= Assigned task =
Restate the data word for word and leave the images out.

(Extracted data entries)
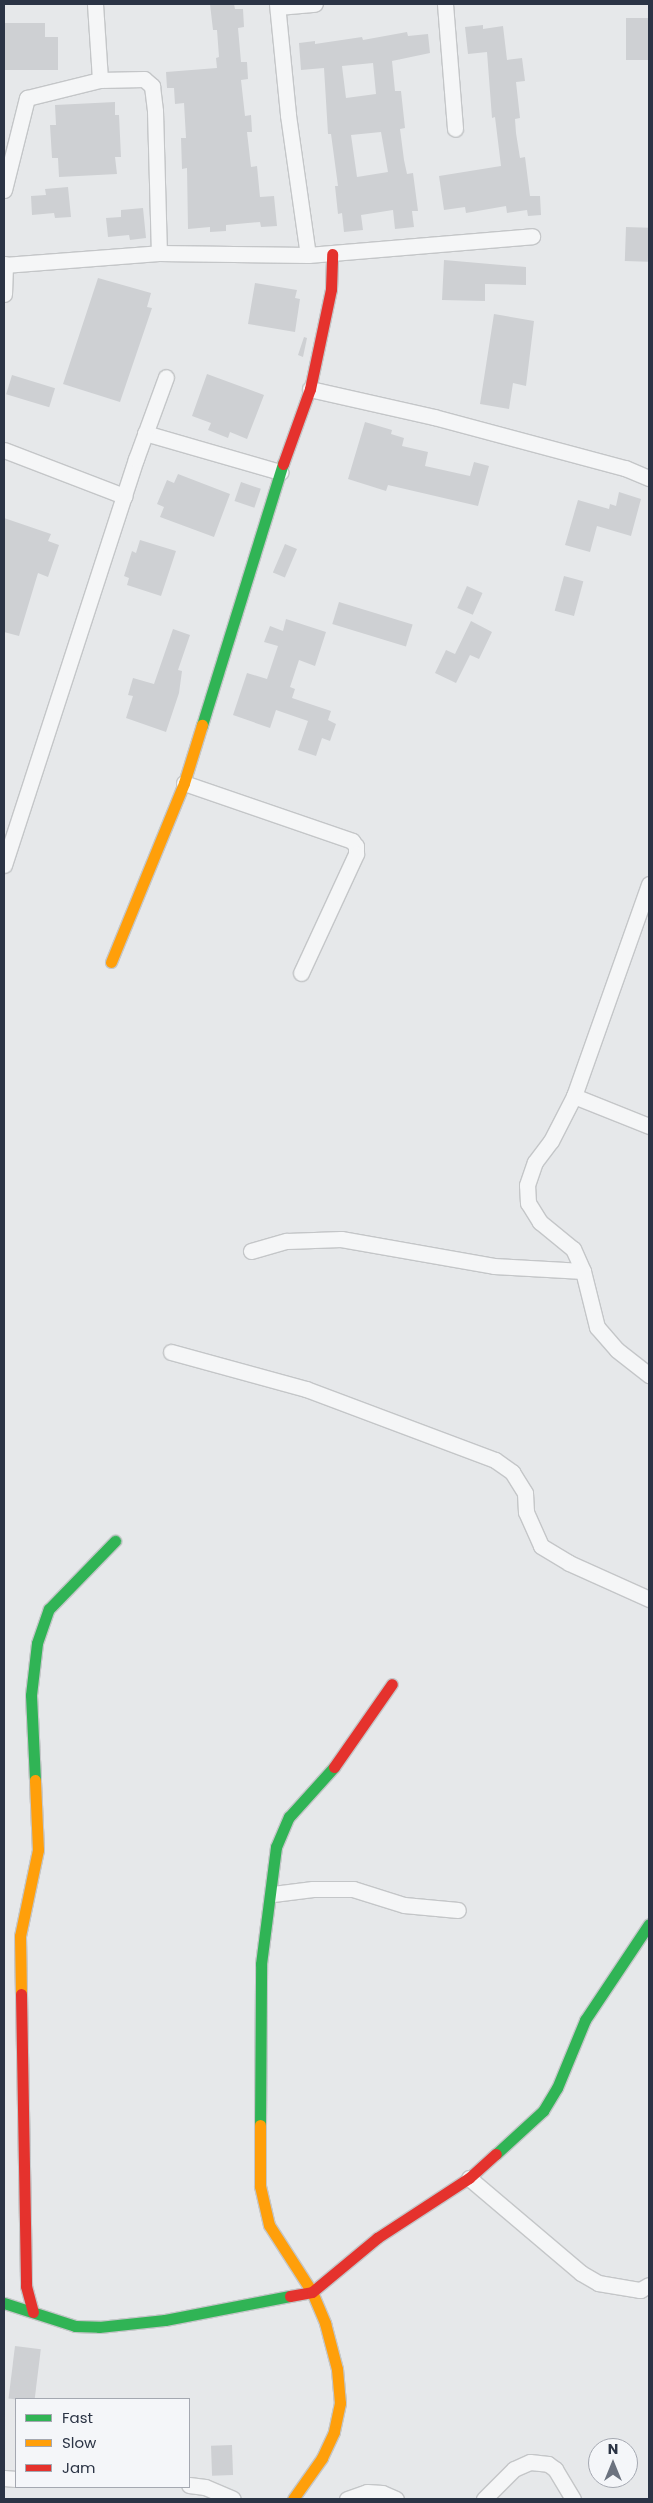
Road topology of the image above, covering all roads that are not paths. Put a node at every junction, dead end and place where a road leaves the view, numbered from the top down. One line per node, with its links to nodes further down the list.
1 (96, 4): 5 (street)
2 (315, 4): 4 (street)
3 (445, 4): 6 (street)
4 (277, 6): 11 (street)
5 (100, 80): 7 (street); 9 (street)
6 (454, 129)
7 (4, 190)
8 (532, 236): 10 (street)
9 (159, 253): 11 (street); 12 (street)
10 (332, 254): 11 (street); 15 (street)
11 (308, 255)
12 (5, 265): 13 (street)
13 (4, 294)
14 (166, 377): 16 (street)
15 (310, 389): 18 (street); 19 (street)
16 (145, 433): 18 (street); 21 (street)
17 (4, 450): 21 (street)
18 (280, 472): 22 (street)
19 (642, 472): 20 (street)
20 (649, 478)
21 (124, 496): 23 (street)
22 (184, 783): 25 (street); 26 (street)
23 (4, 865)
24 (649, 884): 27 (street)
25 (111, 962)
26 (301, 973)
27 (574, 1096): 28 (street); 30 (street)
28 (649, 1126)
29 (251, 1251): 30 (street)
30 (583, 1271): 32 (street)
31 (171, 1352): 34 (street)
32 (649, 1375)
33 (115, 1541): 43 (street)
34 (649, 1599)
35 (392, 1684): 36 (street)
36 (273, 1894): 37 (street); 41 (street)
37 (458, 1910)
38 (649, 1924): 39 (street)
39 (470, 2178): 40 (street); 41 (street)
40 (649, 2285)
41 (312, 2292): 43 (street); 46 (street)
42 (4, 2303): 43 (street)
43 (33, 2312)
44 (190, 2485): 45 (street)
45 (233, 2499)
46 (293, 2499)
47 (347, 2499): 48 (street)
48 (396, 2499)
49 (484, 2499): 50 (street)
50 (573, 2499)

= Answer for this exercise =
Road topology of the image above, covering all roads that are not paths. Put a node at every junction, dead end and place where a road leaves the view, numbered from the top down. One line per node, with its links to nodes further down the list.
1 (96, 4): 5 (street)
2 (315, 4): 4 (street)
3 (445, 4): 6 (street)
4 (277, 6): 11 (street)
5 (100, 80): 7 (street); 9 (street)
6 (454, 129)
7 (4, 190)
8 (532, 236): 10 (street)
9 (159, 253): 11 (street); 12 (street)
10 (332, 254): 11 (street); 15 (street)
11 (308, 255)
12 (5, 265): 13 (street)
13 (4, 294)
14 (166, 377): 16 (street)
15 (310, 389): 18 (street); 19 (street)
16 (145, 433): 18 (street); 21 (street)
17 (4, 450): 21 (street)
18 (280, 472): 22 (street)
19 (642, 472): 20 (street)
20 (649, 478)
21 (124, 496): 23 (street)
22 (184, 783): 25 (street); 26 (street)
23 (4, 865)
24 (649, 884): 27 (street)
25 (111, 962)
26 (301, 973)
27 (574, 1096): 28 (street); 30 (street)
28 (649, 1126)
29 (251, 1251): 30 (street)
30 (583, 1271): 32 (street)
31 (171, 1352): 34 (street)
32 (649, 1375)
33 (115, 1541): 43 (street)
34 (649, 1599)
35 (392, 1684): 36 (street)
36 (273, 1894): 37 (street); 41 (street)
37 (458, 1910)
38 (649, 1924): 39 (street)
39 (470, 2178): 40 (street); 41 (street)
40 (649, 2285)
41 (312, 2292): 43 (street); 46 (street)
42 (4, 2303): 43 (street)
43 (33, 2312)
44 (190, 2485): 45 (street)
45 (233, 2499)
46 (293, 2499)
47 (347, 2499): 48 (street)
48 (396, 2499)
49 (484, 2499): 50 (street)
50 (573, 2499)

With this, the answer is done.